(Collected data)
<<<<
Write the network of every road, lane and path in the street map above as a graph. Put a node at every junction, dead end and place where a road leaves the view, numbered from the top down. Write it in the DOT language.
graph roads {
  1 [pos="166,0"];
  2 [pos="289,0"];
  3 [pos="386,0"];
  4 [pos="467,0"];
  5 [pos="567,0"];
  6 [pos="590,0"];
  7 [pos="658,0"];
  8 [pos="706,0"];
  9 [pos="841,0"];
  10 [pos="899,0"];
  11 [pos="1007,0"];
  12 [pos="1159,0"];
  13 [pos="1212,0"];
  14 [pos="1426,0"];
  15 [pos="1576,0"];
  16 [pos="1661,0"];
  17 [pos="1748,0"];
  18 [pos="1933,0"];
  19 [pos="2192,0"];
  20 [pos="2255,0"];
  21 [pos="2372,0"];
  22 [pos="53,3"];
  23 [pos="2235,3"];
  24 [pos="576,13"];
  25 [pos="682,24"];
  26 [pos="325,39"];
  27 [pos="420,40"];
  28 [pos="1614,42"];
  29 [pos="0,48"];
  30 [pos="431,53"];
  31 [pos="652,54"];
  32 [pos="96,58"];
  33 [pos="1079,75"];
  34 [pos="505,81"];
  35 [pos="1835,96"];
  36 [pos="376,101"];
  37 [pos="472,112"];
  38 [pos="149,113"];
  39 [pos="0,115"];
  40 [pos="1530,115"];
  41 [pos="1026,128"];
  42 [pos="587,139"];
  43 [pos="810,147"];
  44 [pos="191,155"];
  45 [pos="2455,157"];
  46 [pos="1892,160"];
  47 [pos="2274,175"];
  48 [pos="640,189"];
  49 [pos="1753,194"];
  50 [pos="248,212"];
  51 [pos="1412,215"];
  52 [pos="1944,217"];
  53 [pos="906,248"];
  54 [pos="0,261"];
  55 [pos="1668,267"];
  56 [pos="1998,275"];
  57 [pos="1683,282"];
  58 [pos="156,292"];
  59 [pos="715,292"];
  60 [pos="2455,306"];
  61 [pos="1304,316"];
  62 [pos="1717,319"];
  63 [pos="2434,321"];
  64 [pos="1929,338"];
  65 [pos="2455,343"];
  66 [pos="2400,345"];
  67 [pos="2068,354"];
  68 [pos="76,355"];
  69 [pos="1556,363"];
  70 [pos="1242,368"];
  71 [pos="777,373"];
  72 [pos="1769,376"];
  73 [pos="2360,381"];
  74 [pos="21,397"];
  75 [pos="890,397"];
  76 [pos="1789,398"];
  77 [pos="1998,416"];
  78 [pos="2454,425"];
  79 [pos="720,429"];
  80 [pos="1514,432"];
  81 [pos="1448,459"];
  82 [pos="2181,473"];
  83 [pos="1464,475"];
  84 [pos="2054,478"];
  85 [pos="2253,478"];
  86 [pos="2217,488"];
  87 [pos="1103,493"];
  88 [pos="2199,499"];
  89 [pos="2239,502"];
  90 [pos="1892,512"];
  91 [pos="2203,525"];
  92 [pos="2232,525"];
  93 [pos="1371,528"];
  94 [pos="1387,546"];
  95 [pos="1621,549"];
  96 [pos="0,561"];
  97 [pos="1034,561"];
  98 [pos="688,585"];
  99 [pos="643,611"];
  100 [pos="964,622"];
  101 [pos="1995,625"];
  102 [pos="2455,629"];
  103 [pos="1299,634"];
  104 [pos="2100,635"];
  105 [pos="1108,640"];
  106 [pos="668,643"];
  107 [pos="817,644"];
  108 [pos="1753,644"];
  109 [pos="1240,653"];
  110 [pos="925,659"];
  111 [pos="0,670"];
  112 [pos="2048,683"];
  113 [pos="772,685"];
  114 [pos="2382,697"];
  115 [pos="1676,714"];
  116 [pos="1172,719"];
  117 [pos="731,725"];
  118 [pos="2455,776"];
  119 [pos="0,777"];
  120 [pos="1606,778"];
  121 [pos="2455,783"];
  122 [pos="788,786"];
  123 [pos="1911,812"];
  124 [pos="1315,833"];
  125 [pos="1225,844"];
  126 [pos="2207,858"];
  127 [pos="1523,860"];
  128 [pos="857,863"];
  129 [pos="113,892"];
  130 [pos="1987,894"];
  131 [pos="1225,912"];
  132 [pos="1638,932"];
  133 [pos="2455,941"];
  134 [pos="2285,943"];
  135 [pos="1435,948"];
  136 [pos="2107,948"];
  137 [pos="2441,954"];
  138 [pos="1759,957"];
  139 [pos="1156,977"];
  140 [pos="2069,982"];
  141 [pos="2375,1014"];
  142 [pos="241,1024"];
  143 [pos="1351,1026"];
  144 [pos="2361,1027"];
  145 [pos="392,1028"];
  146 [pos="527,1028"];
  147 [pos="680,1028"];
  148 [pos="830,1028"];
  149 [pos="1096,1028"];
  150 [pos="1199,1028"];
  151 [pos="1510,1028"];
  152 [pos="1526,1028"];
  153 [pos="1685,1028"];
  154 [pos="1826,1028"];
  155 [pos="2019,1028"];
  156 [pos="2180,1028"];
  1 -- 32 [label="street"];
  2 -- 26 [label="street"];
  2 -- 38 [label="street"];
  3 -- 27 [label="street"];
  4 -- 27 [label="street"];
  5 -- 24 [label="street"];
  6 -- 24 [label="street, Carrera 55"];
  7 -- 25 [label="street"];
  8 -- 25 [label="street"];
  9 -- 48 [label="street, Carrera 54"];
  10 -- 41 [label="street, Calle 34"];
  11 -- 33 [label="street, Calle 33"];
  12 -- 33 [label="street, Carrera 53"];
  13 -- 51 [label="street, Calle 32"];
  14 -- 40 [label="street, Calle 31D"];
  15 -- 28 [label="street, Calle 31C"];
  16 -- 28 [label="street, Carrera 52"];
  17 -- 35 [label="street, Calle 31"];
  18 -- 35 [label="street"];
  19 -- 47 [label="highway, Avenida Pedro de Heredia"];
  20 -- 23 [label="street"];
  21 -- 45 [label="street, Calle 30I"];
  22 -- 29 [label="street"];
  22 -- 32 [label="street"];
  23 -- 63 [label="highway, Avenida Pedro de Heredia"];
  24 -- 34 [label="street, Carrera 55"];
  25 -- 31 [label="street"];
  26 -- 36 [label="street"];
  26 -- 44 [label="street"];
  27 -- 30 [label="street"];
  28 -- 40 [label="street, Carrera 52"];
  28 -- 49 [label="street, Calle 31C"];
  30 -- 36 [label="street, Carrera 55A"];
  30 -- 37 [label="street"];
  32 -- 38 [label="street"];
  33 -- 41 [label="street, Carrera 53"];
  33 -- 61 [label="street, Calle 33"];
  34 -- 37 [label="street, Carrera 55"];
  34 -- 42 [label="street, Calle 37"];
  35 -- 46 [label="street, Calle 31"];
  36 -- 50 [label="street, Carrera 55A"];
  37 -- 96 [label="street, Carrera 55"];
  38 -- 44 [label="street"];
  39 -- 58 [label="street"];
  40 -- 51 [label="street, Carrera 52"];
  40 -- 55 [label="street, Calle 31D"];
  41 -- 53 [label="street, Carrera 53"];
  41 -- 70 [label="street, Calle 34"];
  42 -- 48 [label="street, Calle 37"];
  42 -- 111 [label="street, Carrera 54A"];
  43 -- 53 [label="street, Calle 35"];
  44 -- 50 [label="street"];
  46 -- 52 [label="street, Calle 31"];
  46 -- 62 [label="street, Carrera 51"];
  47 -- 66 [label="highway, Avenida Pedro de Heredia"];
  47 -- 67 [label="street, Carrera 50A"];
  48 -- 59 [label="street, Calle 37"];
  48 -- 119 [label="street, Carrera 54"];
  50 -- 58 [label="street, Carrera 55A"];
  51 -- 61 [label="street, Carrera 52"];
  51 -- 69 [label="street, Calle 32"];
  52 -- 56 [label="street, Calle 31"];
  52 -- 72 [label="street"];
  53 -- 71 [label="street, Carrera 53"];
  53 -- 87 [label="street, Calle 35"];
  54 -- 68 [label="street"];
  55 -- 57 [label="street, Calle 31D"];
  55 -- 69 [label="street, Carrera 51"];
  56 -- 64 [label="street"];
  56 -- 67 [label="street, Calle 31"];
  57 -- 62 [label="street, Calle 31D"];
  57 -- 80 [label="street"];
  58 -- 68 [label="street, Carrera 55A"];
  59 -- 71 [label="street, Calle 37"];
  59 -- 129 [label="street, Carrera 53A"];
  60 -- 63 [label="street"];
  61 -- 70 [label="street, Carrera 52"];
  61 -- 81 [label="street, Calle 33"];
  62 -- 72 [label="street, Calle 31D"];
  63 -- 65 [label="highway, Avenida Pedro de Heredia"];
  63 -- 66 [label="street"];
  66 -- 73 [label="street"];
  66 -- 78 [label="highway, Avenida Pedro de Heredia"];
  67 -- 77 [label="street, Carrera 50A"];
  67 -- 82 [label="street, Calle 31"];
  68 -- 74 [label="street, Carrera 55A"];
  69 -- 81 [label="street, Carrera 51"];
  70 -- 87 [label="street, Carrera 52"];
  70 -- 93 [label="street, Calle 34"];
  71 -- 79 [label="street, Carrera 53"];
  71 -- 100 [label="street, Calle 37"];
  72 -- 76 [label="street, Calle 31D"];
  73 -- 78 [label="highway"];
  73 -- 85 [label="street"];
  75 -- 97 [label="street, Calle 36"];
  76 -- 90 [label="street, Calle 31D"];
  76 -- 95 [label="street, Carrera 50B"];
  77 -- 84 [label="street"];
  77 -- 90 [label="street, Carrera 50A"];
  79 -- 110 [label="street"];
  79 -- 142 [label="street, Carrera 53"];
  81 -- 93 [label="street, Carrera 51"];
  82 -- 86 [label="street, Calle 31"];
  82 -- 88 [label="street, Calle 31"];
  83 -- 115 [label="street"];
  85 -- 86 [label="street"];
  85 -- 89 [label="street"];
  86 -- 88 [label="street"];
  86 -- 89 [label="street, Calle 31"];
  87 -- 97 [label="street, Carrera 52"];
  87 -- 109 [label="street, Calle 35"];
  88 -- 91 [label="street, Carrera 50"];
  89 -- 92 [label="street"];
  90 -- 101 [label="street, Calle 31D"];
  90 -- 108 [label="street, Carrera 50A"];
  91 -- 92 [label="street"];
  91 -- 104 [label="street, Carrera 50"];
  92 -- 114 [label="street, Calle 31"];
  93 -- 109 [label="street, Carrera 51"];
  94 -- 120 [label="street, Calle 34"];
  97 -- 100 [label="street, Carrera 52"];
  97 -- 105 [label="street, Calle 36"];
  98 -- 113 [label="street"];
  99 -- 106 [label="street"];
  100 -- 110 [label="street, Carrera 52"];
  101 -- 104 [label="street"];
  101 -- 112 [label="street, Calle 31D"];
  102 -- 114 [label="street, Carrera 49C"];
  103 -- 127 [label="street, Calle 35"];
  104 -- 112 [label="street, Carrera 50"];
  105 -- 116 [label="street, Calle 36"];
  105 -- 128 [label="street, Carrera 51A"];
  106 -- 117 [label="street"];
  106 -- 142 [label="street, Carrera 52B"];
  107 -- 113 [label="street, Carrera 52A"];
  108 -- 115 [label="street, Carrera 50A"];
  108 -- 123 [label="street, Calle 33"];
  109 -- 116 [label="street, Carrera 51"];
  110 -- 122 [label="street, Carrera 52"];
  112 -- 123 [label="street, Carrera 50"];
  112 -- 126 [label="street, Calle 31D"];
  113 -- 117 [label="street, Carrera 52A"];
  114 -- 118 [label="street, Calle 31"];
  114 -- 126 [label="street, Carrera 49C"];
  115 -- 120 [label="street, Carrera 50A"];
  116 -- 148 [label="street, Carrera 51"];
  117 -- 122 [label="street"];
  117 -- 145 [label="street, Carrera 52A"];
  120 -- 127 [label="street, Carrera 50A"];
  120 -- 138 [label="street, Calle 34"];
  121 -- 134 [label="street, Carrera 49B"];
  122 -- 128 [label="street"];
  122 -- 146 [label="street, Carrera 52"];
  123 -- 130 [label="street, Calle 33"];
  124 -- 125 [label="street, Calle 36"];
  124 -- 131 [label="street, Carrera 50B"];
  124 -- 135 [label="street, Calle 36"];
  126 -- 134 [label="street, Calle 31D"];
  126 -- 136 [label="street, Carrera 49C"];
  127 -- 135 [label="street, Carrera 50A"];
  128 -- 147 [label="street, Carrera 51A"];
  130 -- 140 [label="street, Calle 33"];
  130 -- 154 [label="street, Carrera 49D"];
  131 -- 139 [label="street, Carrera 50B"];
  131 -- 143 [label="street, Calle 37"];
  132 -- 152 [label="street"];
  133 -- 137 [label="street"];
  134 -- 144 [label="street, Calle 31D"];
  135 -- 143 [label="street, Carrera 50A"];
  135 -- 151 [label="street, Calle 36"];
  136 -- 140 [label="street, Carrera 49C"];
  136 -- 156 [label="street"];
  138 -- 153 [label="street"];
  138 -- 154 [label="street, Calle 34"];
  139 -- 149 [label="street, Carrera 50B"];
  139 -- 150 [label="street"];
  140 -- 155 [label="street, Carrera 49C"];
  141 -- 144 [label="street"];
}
>>>>
TASK GOAL: Search the entries for the string "Heredia". Copy every line that has it.

TASK RESPONSE:
  19 -- 47 [label="highway, Avenida Pedro de Heredia"];
  23 -- 63 [label="highway, Avenida Pedro de Heredia"];
  47 -- 66 [label="highway, Avenida Pedro de Heredia"];
  63 -- 65 [label="highway, Avenida Pedro de Heredia"];
  66 -- 78 [label="highway, Avenida Pedro de Heredia"];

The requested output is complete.